Character string of the IPUMS collection for which to retrieve extract history. Defaults to the current default collection, if it exists. See set_ipums_default_collection().

For a list of codes used to refer to each collection, see ipums_data_collections().

how_many

The number of extract requests for which to retrieve information.

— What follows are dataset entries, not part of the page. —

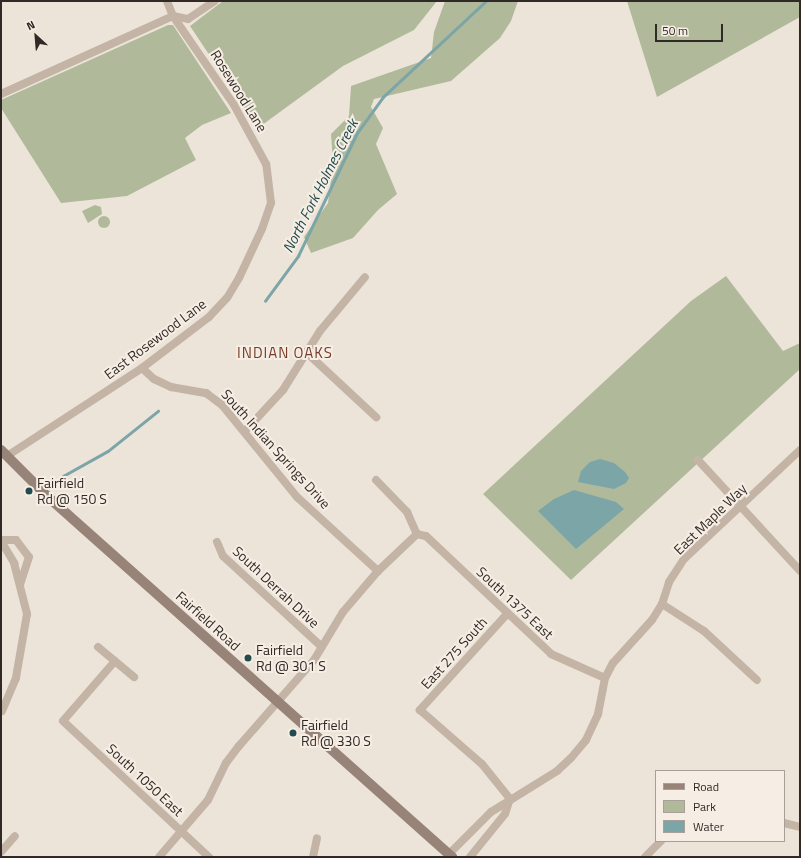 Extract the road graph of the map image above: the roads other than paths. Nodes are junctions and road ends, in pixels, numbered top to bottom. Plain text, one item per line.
1 (166, 1) edge
2 (215, 1) edge
3 (173, 16) junction
4 (1, 94) edge
5 (271, 202) joint
6 (365, 277) dead end
7 (306, 352) junction
8 (142, 368) junction
9 (376, 417) dead end
10 (245, 431) junction
11 (800, 450) edge
12 (3, 456) edge
13 (698, 460) dead end
14 (376, 480) dead end
15 (740, 507) junction
16 (417, 534) junction
17 (1, 541) edge
18 (217, 542) dead end
19 (800, 570) edge
20 (378, 571) junction
21 (20, 584) junction
22 (662, 604) junction
23 (507, 614) junction
24 (98, 647) dead end
25 (322, 648) junction
26 (115, 661) junction
27 (134, 677) dead end
28 (605, 678) junction
29 (757, 680) dead end
30 (277, 703) junction
31 (2, 711) edge
32 (510, 799) junction
33 (785, 823) edge
34 (800, 827) edge
35 (181, 831) junction
36 (15, 836) dead end
37 (317, 838) dead end
38 (660, 842) edge
39 (1, 852) edge
40 (451, 855) edge
41 (159, 857) edge
42 (209, 857) edge
43 (313, 857) edge
44 (470, 857) edge
45 (645, 857) edge

1 - 3 street, Rosewood Lane
2 - 3 street
3 - 4 street
3 - 5 street, Rosewood Lane
5 - 8 street, East Rosewood Lane
6 - 7 street
7 - 9 street
7 - 10 street
8 - 10 street, South Indian Springs Drive
8 - 12 street, East Rosewood Lane
10 - 20 street, South Indian Springs Drive
11 - 15 street, East Maple Way
12 - 30 street, Fairfield Road
13 - 15 street
14 - 16 street
15 - 19 street
15 - 22 street, East Maple Way
16 - 20 street
16 - 23 street, South 1375 East
17 - 21 street
17 - 21 street
18 - 25 street, South Derrah Drive
20 - 25 street
21 - 31 street
22 - 28 street, East Maple Way
22 - 29 street
23 - 28 street, South 1375 East
23 - 32 street, East 275 South
24 - 26 street
25 - 30 street
26 - 27 street
26 - 35 street, South 1050 East
28 - 32 street, East Maple Way
30 - 35 street
30 - 40 street, Fairfield Road
32 - 40 street, East Maple Way
32 - 44 street
33 - 34 street
35 - 41 street
35 - 42 street, South 1050 East
36 - 39 street
37 - 43 street
38 - 45 street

Defaults to the 10 most recent extracts.

delay

Number of seconds to delay between successive API requests, if multiple requests are needed to retrieve all records.

A delay is highly unlikely to be necessary and is intended only as a fallback in the event that you cannot retrieve your extract history without exceeding the API rate limit.

api_key

API key associated with your user account. Defaults to the value of the IPUMS_API_KEY environment variable. See set_ipums_api_key().

Value

A list of ipums_extract objects

See also

get_extract_info() to get the current status of a specific extract request.

Examples

if (FALSE) {
# Get information for most recent extract requests.
# By default gets the most recent 10 extracts
get_extract_history("usa")

# Return only the most recent 3 extract definitions
get_extract_history("cps", how_many = 3)

# To get the most recent extract (for instance, if you have forgotten its
# extract number), use `get_last_extract_info()`
get_last_extract_info("nhgis")
}

# To browse your extract history by particular criteria, you can
# loop through the extract objects. We'll create a sample list of 2 extracts:
extract1 <- define_extract_usa(
  description = "2013 ACS",
  samples = "us2013a",
  variables = var_spec(
    "SEX",
    case_selections = "2",
    data_quality_flags = TRUE
  )
)

extract2 <- define_extract_usa(
  description = "2014 ACS",
  samples = "us2014a",
  variables = list(
    var_spec("RACE"),
    var_spec(
      "SEX",
      case_selections = "1",
      data_quality_flags = FALSE
    )
  )
)

extracts <- list(extract1, extract2)

# `purrr::keep()`` is particularly useful for filtering:
purrr::keep(extracts, ~ "RACE" %in% names(.x$variables))
#> [[1]]
#> Unsubmitted IPUMS USA extract 
#> Description: 2014 ACS
#> 
#> Samples: (1 total) us2014a
#> Variables: (2 total) RACE, SEX
#> 

purrr::keep(extracts, ~ grepl("2014 ACS", .x$description))
#> [[1]]
#> Unsubmitted IPUMS USA extract 
#> Description: 2014 ACS
#> 
#> Samples: (1 total) us2014a
#> Variables: (2 total) RACE, SEX
#> 

# You can also filter on variable-specific criteria
purrr::keep(extracts, ~ isTRUE(.x$variables[["SEX"]]$data_quality_flags))
#> [[1]]
#> Unsubmitted IPUMS USA extract 
#> Description: 2013 ACS
#> 
#> Samples: (1 total) us2013a
#> Variables: (1 total) SEX
#> 

# To filter based on all variables in an extract, you'll need to
# create a nested loop. For instance, to find all extracts that have
# any variables with data_quality_flags:
purrr::keep(
  extracts,
  function(extract) {
    any(purrr::map_lgl(
      names(extract$variables),
      function(var) isTRUE(extract$variables[[var]]$data_quality_flags)
    ))
  }
)
#> [[1]]
#> Unsubmitted IPUMS USA extract 
#> Description: 2013 ACS
#> 
#> Samples: (1 total) us2013a
#> Variables: (1 total) SEX
#> 

# To peruse your extract history without filtering, `purrr::map()` is more
# useful
purrr::map(extracts, ~ names(.x$variables))
#> [[1]]
#> [1] "SEX"
#> 
#> [[2]]
#> [1] "RACE" "SEX" 
#> 

purrr::map(extracts, ~ names(.x$samples))
#> [[1]]
#> [1] "us2013a"
#> 
#> [[2]]
#> [1] "us2014a"
#> 

purrr::map(extracts, ~ .x$variables[["RACE"]]$case_selections)
#> [[1]]
#> NULL
#> 
#> [[2]]
#> NULL
#> 

# Once you have identified a past extract, you can easily download or
# resubmit it
if (FALSE) {
extracts <- get_extract_history("nhgis")

extract <- purrr::keep(
  extracts,
  ~ "CW3" %in% names(.x$time_series_tables)
)

download_extract(extract[[1]])
}